**Assignment**
Please go line by line through the material and copy each one containing the word "leaves".

**Data to examine**

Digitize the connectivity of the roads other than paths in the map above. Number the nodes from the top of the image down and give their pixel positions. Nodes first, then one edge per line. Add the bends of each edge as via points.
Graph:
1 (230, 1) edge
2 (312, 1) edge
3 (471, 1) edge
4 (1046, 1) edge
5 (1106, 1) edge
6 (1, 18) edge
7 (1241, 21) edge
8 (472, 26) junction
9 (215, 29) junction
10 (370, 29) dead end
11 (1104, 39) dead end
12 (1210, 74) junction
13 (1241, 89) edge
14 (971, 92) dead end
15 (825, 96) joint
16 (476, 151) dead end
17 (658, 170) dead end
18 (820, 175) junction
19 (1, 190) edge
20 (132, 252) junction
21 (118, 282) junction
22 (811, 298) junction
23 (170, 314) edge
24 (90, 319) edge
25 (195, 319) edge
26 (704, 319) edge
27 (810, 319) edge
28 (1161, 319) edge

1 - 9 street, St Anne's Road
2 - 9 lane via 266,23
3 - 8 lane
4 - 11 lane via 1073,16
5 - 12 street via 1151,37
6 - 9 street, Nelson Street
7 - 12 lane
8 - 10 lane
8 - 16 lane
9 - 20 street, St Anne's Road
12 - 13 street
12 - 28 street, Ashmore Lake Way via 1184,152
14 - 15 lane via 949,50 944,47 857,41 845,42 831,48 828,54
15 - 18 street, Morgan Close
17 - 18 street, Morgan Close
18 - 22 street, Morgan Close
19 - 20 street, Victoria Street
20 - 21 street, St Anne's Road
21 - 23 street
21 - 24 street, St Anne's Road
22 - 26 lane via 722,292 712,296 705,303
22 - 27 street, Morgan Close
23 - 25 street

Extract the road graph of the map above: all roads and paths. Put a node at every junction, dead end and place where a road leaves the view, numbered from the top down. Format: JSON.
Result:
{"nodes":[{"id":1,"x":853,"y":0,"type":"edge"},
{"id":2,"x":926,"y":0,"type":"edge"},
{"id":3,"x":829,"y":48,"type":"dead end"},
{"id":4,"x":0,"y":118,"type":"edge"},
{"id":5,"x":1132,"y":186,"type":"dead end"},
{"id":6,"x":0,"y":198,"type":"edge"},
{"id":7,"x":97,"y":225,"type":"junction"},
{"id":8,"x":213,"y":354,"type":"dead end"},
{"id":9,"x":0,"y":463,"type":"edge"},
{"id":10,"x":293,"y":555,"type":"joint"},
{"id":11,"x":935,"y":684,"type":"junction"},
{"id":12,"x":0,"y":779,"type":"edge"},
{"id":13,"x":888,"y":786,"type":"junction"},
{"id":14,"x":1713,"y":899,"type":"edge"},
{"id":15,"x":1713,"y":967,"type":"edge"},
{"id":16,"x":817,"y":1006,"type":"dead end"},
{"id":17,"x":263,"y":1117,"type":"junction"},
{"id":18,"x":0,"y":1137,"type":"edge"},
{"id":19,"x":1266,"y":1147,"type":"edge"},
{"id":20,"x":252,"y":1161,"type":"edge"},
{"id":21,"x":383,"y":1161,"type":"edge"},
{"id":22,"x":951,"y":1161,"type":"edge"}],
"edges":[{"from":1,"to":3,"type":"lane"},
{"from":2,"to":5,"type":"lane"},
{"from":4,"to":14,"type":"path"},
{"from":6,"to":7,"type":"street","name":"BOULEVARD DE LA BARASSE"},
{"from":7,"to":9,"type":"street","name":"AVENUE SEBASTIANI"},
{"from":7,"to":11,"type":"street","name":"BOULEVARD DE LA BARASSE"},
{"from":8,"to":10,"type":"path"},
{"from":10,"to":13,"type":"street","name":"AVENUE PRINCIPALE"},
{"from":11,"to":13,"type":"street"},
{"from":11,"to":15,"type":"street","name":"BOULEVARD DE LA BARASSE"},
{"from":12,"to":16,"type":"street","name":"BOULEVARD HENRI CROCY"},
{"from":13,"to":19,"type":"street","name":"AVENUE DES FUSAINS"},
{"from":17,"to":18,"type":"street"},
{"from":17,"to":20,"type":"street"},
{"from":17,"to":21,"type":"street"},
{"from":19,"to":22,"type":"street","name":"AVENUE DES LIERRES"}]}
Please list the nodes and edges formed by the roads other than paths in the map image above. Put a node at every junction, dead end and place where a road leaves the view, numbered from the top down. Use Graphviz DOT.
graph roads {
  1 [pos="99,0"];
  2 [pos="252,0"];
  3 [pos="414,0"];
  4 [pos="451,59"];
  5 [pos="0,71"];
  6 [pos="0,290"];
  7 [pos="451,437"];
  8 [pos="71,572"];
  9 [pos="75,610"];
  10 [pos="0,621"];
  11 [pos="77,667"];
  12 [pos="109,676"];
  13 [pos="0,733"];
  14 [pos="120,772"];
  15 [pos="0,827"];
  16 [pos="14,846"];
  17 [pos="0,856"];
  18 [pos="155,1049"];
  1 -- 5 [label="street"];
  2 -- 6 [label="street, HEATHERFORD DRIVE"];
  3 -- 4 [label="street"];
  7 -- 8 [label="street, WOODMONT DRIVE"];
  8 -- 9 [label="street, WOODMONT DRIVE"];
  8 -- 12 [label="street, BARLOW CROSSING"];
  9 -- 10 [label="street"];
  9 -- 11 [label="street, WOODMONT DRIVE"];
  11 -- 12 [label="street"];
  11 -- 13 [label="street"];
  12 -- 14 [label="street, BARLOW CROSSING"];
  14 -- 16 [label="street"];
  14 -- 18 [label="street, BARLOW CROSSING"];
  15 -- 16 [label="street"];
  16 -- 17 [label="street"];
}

**Solution for this exercise**
Extract the road graph of the map above: all roads and paths. Put a node at every junction, dead end and place where a road leaves the view, numbered from the top down. Format: JSON.
Please list the nodes and edges formed by the roads other than paths in the map image above. Put a node at every junction, dead end and place where a road leaves the view, numbered from the top down. Use Graphviz DOT.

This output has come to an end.